On January 28, the day after RCA released "Heartbreak Hotel," Elvis made his first of six national television appearances on the Dorsey Brothers' CBS variety program, "Stage Show." His selection of songs suggests that there might have been some confusion among Elvis, his manager and his record label. Instead of hyping his new single on the show, he sang Big Joe Turner's "Shake, Rattle, and Roll" and "I've Got a Woman," both of which were included subsequently on his first album. A week later, he returned to the show and sang one of his old Sun songs, "Baby, Let's Play House," and "Blue Suede Shoes." Curiously, Hill and Range didn't own the publishing on any of them. Either Colonel Parker was playing games with the music publishers or else Elvis still didn't feel comfortable singing "Heartbreak Hotel."

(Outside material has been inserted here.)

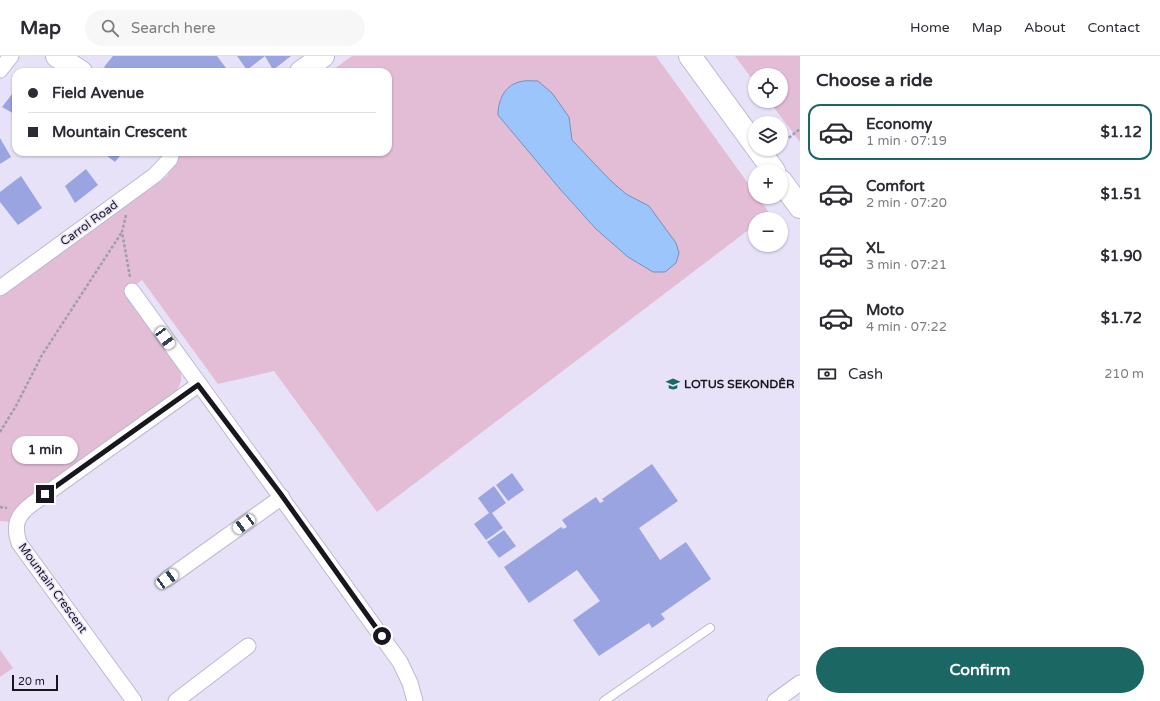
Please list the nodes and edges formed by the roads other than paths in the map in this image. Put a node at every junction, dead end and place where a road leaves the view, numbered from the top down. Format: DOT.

Finally, on his third "Stage Show" appearance, on February 11, Presley sang "Heartbreak Hotel," along with "Blue Suede Shoes." In March, as more and more people tuned in to see what all the fuss was about, he performed "Heartbreak Hotel" two more times, and the record broke wide open. He gave the song its final TV performance on April 3 as a guest on Milton Berle's NBC show.
Two and a half weeks later his debut RCA single reached number one and stayed there till mid-June. To get an idea of what kind of musical climate greeted Elvis Presley, you only have to look at the two orchestral numbers it displaced at the top: the Les Baxter Orchestra's "Poor People of Paris" and Prez Prado's "Lisbon Antiqua."
When Hill and Range received its first royalty check from RCA for about $250,000, they refused to cash it. They thought the accounting department had mistakenly added an extra zero.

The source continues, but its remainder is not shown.